设计抗震建筑从研究土壤入手

    This is the VOA Special English Technology Report.
    这里是美国之音慢速英语科技报道。

    Builders in developing countries are often not required to build strong buildings. So, when a disaster strikes, the damage is often widespread.
    发展中国家的建筑工人通常并未要求建造非常坚固结实的建筑物。因此当灾难袭来,建筑常常是大面积损毁。

    Yet Japan is one of the most developed countries in the world. Still, the March eleventh earthquake and tsunami waves destroyed more than fourteen thousand buildings.
    但日本是全球最发达国家之一。即便如此,3月11日的地震和海啸还是摧毁了超过1.4万幢建筑。

    Brady Cox is an assistant professor of civil engineering at the University of Arkansas. He is also an earthquake expert with an organization called Geotechnical Extreme Events Reconnaissance, or GEER. The group studies major disasters.
    布雷迪·考克斯(Brady Cox)是阿肯色大学土木工程助理教授。他也是极端地质灾害调查组织(Geotechnical Extreme Events Reconnaissance)的一位地震专家。该组织对重大灾害进行研究。

    Professor Cox says Japan has one of the best building-code systems in the world.
    考克斯教授说,日本拥有全球最好的房屋建筑规范体系(building-code systems)。

    BRADY COX: "The problem is this earthquake was just a mammoth earthquake, one of the, you know, top five earthquakes in recorded history. So anytime you have an earthquake that large, you are going to have damage."
    考克斯:“问题是这次地震强度非常大,是有地震记录以来的全球第五大地震。所以不管什么时候遭遇这么强烈的地震,都会造成建筑损毁。”

    The quake measured magnitude nine.
    据测定这次地震的震级为9级。

    BRADY COX: "One thing I think a lot of people don’t understand is that building codes are meant to prevent loss of life in earthquakes, that doesn’t mean that the buildings won’t -- or bridges for that matter, or anything -- won’t sustain significant damage."
    考克斯:“很多人都没明白一点,建筑规范是为了避免在地震中伤亡,并不意味着建筑物、桥梁或其他东西在地震中不遭受重大损毁。”

    Mr. Cox says Japan has invested a lot in seismic research and design since a magnitude 7.5 earthquake in Niigata in nineteen sixty-four. That same year a 9.2 quake shook the American state of Alaska.
    考克斯先生说,自1964年新泻7.5级地震以来,日本在地震研究和设计方面投入巨大。那一年,美国阿拉斯加也经历了一次9.2级强震。

    BRADY COX: "Those two earthquakes really opened up a lot of new research on something called soil liquefaction, in particular. And, you know, the Japanese, they have more earthquakes greater than magnitude six or seven than probably any other country in the world. I mean, they get hit a lot."
    考克斯:“这两次地震引发了许多新研究,特别是基于“土壤液化”方面的研究。同时大家都知道,日本经历的超过6、7级的地震比全球任何国家都多。我的意思是,他们经常遭遇强震袭击。”

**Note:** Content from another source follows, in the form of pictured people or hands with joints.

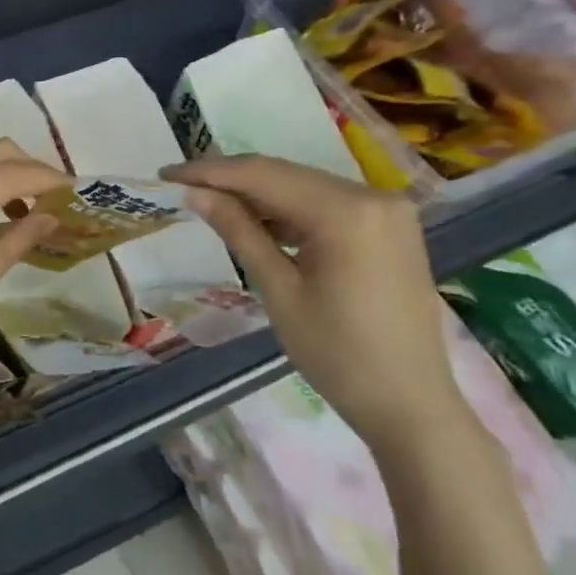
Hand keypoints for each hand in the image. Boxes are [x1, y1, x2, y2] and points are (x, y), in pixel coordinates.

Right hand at [162, 155, 469, 454]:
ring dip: (257, 193)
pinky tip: (256, 220)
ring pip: (304, 186)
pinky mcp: (389, 226)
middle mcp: (373, 196)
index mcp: (347, 212)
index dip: (210, 171)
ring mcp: (387, 209)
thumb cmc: (336, 354)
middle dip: (230, 178)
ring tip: (209, 202)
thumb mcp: (278, 290)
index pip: (263, 175)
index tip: (166, 173)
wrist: (409, 403)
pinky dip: (288, 209)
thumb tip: (195, 193)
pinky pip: (327, 204)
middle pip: (286, 174)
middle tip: (180, 185)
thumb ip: (238, 232)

    Soil liquefaction is the process by which the strength or stiffness of soil is weakened by an event like the shaking of an earthquake. The soil begins to move like liquid.
    土壤液化是指在类似地震一类的事件中,土壤的强度或刚度减弱,土壤开始像液体般流动。

    Professor Cox says the first step to designing an earthquake-resistant building is to study the soil.
    考克斯教授称设计抗震建筑的第一步就是研究土壤。

    BRADY COX: "Then the structural engineers take that information and they use it to detail the building in terms of, is this going to be a steel structure? Is it going to be reinforced concrete? And then you get into all kinds of things in terms of the designs of the columns and the beams and the framing of the building and the connections. And how much steel do you put in?"
    考克斯:“随后结构工程师利用这些信息详细罗列出建筑规划,例如应该是钢结构,还是钢筋混泥土结构?再然后,进入房屋全面设计,例如柱、梁、房屋框架和各类连接,以及使用多少钢筋?”

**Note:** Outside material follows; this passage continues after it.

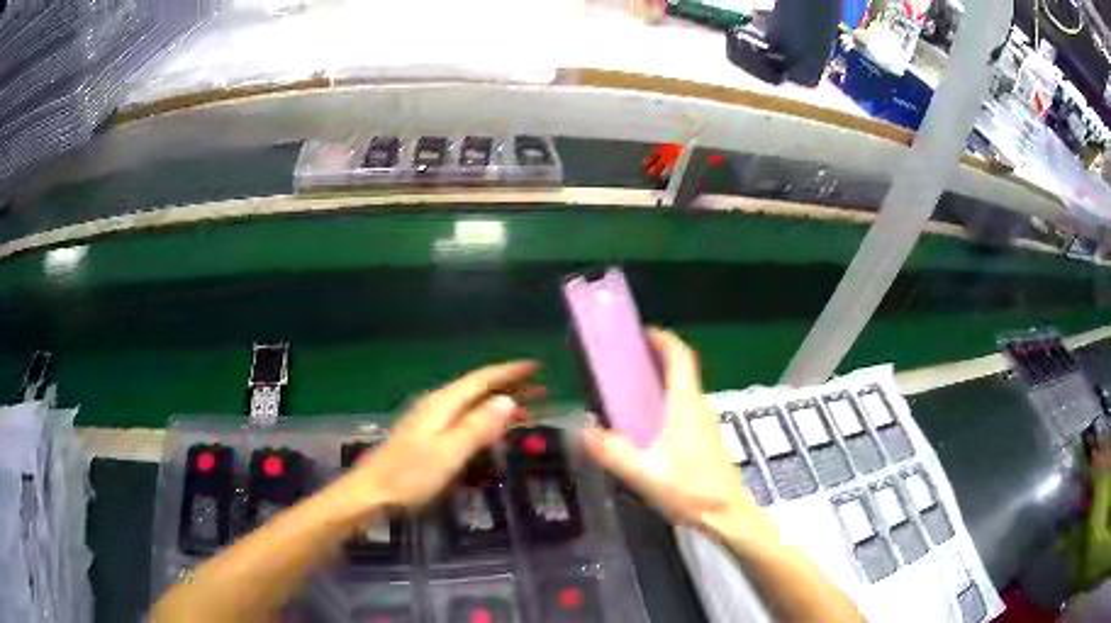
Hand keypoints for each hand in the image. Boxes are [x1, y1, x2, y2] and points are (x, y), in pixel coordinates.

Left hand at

    A team from Geotechnical Extreme Events Reconnaissance is planning a trip to Japan to examine the destruction. Mr. Cox and other members of GEER went to Haiti after the powerful earthquake last year, and continue to work with Haitian officials.
    极端地质灾害调查组织的一个小组计划前往日本检查这次地震中建筑的损毁情况。去年海地强烈地震后,考克斯先生和其他成员赶赴海地,和当地官员一起工作。

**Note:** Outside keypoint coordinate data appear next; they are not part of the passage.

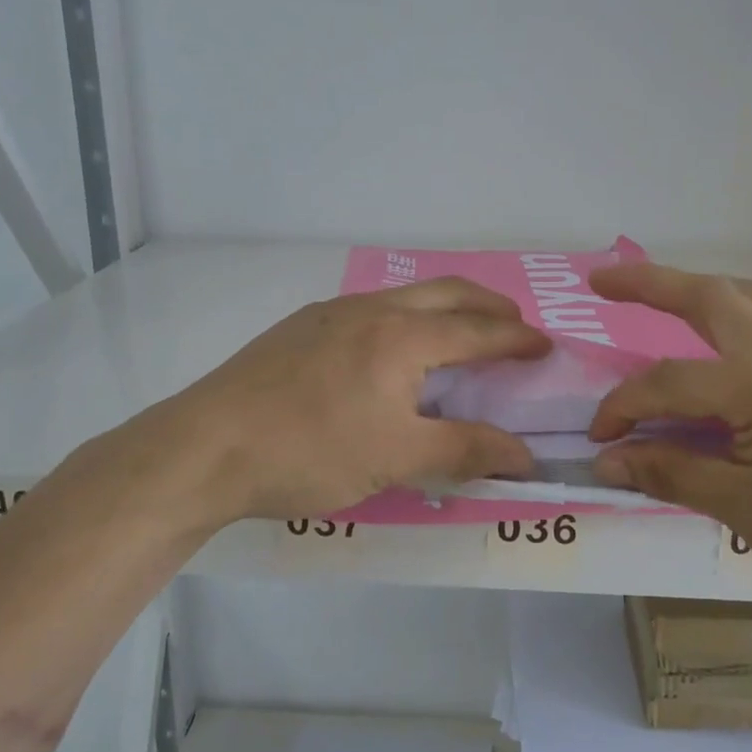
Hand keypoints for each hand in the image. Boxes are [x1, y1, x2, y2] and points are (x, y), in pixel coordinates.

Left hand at [106, 278, 552, 526]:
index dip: (516, 339)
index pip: (477, 330)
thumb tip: (525, 455)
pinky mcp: (301, 326)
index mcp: (402, 336)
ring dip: (445, 306)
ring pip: (405, 296)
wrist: (207, 446)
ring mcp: (331, 312)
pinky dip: (405, 317)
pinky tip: (391, 346)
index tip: (544, 346)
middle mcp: (372, 309)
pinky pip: (372, 308)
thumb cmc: (310, 452)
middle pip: (447, 293)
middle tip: (513, 325)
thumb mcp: (396, 458)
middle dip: (488, 305)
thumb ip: (464, 450)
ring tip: (459, 331)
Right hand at [587, 264, 751, 621]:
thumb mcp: (749, 513)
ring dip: (702, 291)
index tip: (597, 440)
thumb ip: (672, 474)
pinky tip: (728, 346)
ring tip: (664, 300)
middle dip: (651, 282)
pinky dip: (739, 315)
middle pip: (713, 298)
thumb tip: (607, 459)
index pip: (672, 381)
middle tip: (602, 281)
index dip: (623, 407)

    BRADY COX: "A lot of the work that we’ve been doing has been focusing on the rebuilding effort and how to especially make sure that the rebuilding of schools and hospitals, and kind of critical facilities that you would need to respond to an emergency -- police and fire stations, government buildings -- that those things get rebuilt appropriately."
    考克斯:“我们做的许多工作都聚焦于重建措施,以及如何确保学校、医院、警局、消防局、政府建筑一类应对紧急情况的关键设施的适当重建。。